Background information
- Born: Karl Wolf Biermann 15 November 1936 (age 89) Hamburg, Nazi Germany
- Genres: Folk music, political ballads
- Occupations: Singer-songwriter, poet, and dissident
- Years active: 1960–present
- Label: Broadside Records
- Website: wolf-biermann.de

= Wolf Biermann =

German singer-songwriter (born 1936)

Karl Wolf Biermann (/de/; born 15 November 1936) is a German singer-songwriter, poet, and former East German dissident. He is perhaps best known for the 1968 song "Ermutigung" and his expatriation from East Germany in 1976.

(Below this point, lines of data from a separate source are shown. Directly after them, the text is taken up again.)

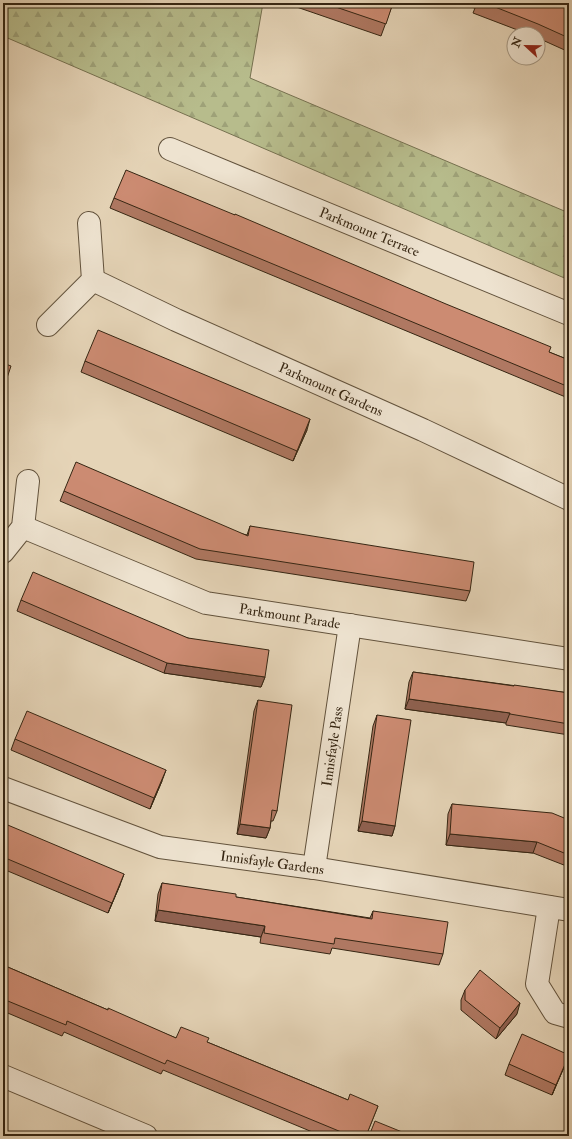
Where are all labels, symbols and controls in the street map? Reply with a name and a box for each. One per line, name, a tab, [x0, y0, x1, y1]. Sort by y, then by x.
north arrow	[506, 26, 546, 66]
text: N	[509, 34, 525, 50]
street label: Parkmount Terrace	[317, 204, 422, 260]
street label: Parkmount Gardens	[276, 359, 386, 420]
street label: Parkmount Parade	[238, 600, 342, 633]
street label: Innisfayle Pass	[318, 705, 347, 787]
street label: Innisfayle Gardens	[219, 847, 326, 879]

==Early life and education ==
Karl Wolf Biermann was born on 15 November 1936 in Hamburg, Germany. His mother, Emma (née Dietrich), was a German Communist Party activist, and his father, Dagobert Biermann, worked on the Hamburg docks. Biermann's father, a Jewish member of the German Resistance, was sentenced to six years in prison for sabotaging Nazi ships. In 1942, the Nazis decided to eliminate their Jewish political prisoners and Biermann's father was deported to Auschwitz concentration camp, where he was murdered on 22 February 1943.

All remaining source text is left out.